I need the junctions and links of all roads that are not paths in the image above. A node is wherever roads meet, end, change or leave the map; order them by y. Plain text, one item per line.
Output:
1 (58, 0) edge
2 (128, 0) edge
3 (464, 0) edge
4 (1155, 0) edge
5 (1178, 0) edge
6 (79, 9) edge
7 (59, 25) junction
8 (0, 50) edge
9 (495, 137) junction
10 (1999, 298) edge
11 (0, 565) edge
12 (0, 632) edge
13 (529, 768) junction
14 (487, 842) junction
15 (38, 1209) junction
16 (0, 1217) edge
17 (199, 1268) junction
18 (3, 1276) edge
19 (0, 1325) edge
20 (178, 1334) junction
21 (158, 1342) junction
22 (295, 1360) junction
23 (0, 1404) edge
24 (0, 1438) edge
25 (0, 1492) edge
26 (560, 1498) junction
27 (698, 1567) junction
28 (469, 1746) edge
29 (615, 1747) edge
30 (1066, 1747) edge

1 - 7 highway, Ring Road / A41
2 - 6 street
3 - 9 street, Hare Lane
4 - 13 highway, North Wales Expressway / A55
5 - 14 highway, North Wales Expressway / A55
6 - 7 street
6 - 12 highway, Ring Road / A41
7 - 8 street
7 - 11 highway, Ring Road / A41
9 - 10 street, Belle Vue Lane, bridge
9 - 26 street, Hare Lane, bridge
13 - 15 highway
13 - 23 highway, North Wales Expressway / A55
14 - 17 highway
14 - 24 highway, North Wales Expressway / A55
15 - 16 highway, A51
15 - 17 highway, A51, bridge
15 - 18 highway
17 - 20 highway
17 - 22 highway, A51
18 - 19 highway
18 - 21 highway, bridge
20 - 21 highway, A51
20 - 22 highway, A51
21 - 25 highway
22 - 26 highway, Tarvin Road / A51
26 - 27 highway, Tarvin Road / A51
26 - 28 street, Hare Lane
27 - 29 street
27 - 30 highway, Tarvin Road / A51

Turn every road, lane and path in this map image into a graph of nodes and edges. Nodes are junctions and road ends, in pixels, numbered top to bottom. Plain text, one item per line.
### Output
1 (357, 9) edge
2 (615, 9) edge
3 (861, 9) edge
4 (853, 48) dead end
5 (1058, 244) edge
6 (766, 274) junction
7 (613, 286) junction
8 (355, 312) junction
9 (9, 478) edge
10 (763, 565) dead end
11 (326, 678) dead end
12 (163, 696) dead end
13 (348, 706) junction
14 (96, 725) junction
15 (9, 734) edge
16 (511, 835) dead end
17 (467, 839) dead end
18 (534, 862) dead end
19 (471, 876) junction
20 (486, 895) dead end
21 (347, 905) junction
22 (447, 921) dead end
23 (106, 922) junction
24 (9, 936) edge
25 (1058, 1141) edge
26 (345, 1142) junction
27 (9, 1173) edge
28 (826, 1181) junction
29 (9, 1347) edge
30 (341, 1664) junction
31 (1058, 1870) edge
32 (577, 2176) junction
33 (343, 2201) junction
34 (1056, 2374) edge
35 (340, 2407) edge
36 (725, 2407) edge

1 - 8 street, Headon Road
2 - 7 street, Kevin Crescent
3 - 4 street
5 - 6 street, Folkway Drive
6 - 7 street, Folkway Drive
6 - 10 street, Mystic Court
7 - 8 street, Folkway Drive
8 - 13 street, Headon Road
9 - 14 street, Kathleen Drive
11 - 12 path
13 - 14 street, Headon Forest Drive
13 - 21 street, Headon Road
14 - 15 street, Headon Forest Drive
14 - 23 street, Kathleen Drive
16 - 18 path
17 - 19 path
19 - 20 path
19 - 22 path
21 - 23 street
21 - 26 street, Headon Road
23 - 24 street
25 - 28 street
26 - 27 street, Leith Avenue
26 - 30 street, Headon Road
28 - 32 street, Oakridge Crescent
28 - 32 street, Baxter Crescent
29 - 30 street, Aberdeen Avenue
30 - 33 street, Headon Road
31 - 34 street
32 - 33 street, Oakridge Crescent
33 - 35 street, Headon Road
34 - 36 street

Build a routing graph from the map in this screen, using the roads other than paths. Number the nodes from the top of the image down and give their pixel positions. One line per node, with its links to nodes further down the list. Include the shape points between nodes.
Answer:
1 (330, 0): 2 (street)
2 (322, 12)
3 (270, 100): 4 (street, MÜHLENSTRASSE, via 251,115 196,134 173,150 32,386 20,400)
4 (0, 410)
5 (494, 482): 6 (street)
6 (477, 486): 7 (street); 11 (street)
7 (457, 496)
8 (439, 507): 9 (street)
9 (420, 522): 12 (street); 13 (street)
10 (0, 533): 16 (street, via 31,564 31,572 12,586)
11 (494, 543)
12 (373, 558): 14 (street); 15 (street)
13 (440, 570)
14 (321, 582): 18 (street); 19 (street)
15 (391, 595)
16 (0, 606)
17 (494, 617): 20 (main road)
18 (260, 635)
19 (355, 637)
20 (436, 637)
○ ○ ○
| What the exercise asks |
Could you output every entry from the listing above without altering a word?

| Reply to the task |
I need the junctions and links of all roads that are not paths in the image above. A node is wherever roads meet, end, change or leave the map; order them by y. Plain text, one item per line.
Output:
1 (58, 0) edge
2 (128, 0) edge
3 (464, 0) edge
4 (1155, 0) edge
5 (1178, 0) edge
6 (79, 9) edge
7 (59, 25) junction
8 (0, 50) edge
9 (495, 137) junction
10 (1999, 298) edge
11 (0, 565) edge
12 (0, 632) edge
13 (529, 768) junction
14 (487, 842) junction
15 (38, 1209) junction
16 (0, 1217) edge
17 (199, 1268) junction
18 (3, 1276) edge
19 (0, 1325) edge
20 (178, 1334) junction
21 (158, 1342) junction
22 (295, 1360) junction
23 (0, 1404) edge
24 (0, 1438) edge
25 (0, 1492) edge
26 (560, 1498) junction
27 (698, 1567) junction
28 (469, 1746) edge
29 (615, 1747) edge
30 (1066, 1747) edge

1 - 7 highway, Ring Road / A41
2 - 6 street
3 - 9 street, Hare Lane
4 - 13 highway, North Wales Expressway / A55
5 - 14 highway, North Wales Expressway / A55
6 - 7 street
6 - 12 highway, Ring Road / A41
7 - 8 street
7 - 11 highway, Ring Road / A41
9 - 10 street, Belle Vue Lane, bridge
9 - 26 street, Hare Lane, bridge
13 - 15 highway
13 - 23 highway, North Wales Expressway / A55
14 - 17 highway
14 - 24 highway, North Wales Expressway / A55
15 - 16 highway, A51
15 - 17 highway, A51, bridge
15 - 18 highway
17 - 20 highway
17 - 22 highway, A51
18 - 19 highway
18 - 21 highway, bridge
20 - 21 highway, A51
20 - 22 highway, A51
21 - 25 highway
22 - 26 highway, Tarvin Road / A51
26 - 27 highway, Tarvin Road / A51
26 - 28 street, Hare Lane
27 - 29 street
27 - 30 highway, Tarvin Road / A51

Turn every road, lane and path in this map image into a graph of nodes and edges. Nodes are junctions and road ends, in pixels, numbered top to bottom. Plain text, one item per line.
### Output
1 (357, 9) edge
2 (615, 9) edge
3 (861, 9) edge
4 (853, 48) dead end
5 (1058, 244) edge
6 (766, 274) junction
7 (613, 286) junction
8 (355, 312) junction
9 (9, 478) edge
10 (763, 565) dead end
11 (326, 678) dead end
12 (163, 696) dead end
13 (348, 706) junction
14 (96, 725) junction
15 (9, 734) edge
16 (511, 835) dead end
17 (467, 839) dead end
18 (534, 862) dead end
19 (471, 876) junction
20 (486, 895) dead end
21 (347, 905) junction
22 (447, 921) dead end
23 (106, 922) junction
24 (9, 936) edge
25 (1058, 1141) edge
26 (345, 1142) junction
27 (9, 1173) edge
28 (826, 1181) junction
29 (9, 1347) edge
30 (341, 1664) junction
31 (1058, 1870) edge
32 (577, 2176) junction
33 (343, 2201) junction
34 (1056, 2374) edge
35 (340, 2407) edge
36 (725, 2407) edge

1 - 8 street, Headon Road
2 - 7 street, Kevin Crescent
3 - 4 street
5 - 6 street, Folkway Drive
6 - 7 street, Folkway Drive
6 - 10 street, Mystic Court
7 - 8 street, Folkway Drive
8 - 13 street, Headon Road
9 - 14 street, Kathleen Drive
11 - 12 path
13 - 14 street, Headon Forest Drive
13 - 21 street, Headon Road
14 - 15 street, Headon Forest Drive
14 - 23 street, Kathleen Drive
16 - 18 path
17 - 19 path
19 - 20 path
19 - 22 path
21 - 23 street
21 - 26 street, Headon Road
23 - 24 street
25 - 28 street
26 - 27 street, Leith Avenue
26 - 30 street, Headon Road
28 - 32 street, Oakridge Crescent
28 - 32 street, Baxter Crescent
29 - 30 street, Aberdeen Avenue
30 - 33 street, Headon Road
31 - 34 street
32 - 33 street, Oakridge Crescent
33 - 35 street, Headon Road
34 - 36 street

Build a routing graph from the map in this screen, using the roads other than paths. Number the nodes from the top of the image down and give their pixel positions. One line per node, with its links to nodes further down the list. Include the shape points between nodes.
Answer:
1 (330, 0): 2 (street)
2 (322, 12)
3 (270, 100): 4 (street, MÜHLENSTRASSE, via 251,115 196,134 173,150 32,386 20,400)
4 (0, 410)
5 (494, 482): 6 (street)
6 (477, 486): 7 (street); 11 (street)
7 (457, 496)
8 (439, 507): 9 (street)
9 (420, 522): 12 (street); 13 (street)
10 (0, 533): 16 (street, via 31,564 31,572 12,586)
11 (494, 543)
12 (373, 558): 14 (street); 15 (street)
13 (440, 570)
14 (321, 582): 18 (street); 19 (street)
15 (391, 595)
16 (0, 606)
17 (494, 617): 20 (main road)
18 (260, 635)
19 (355, 637)
20 (436, 637)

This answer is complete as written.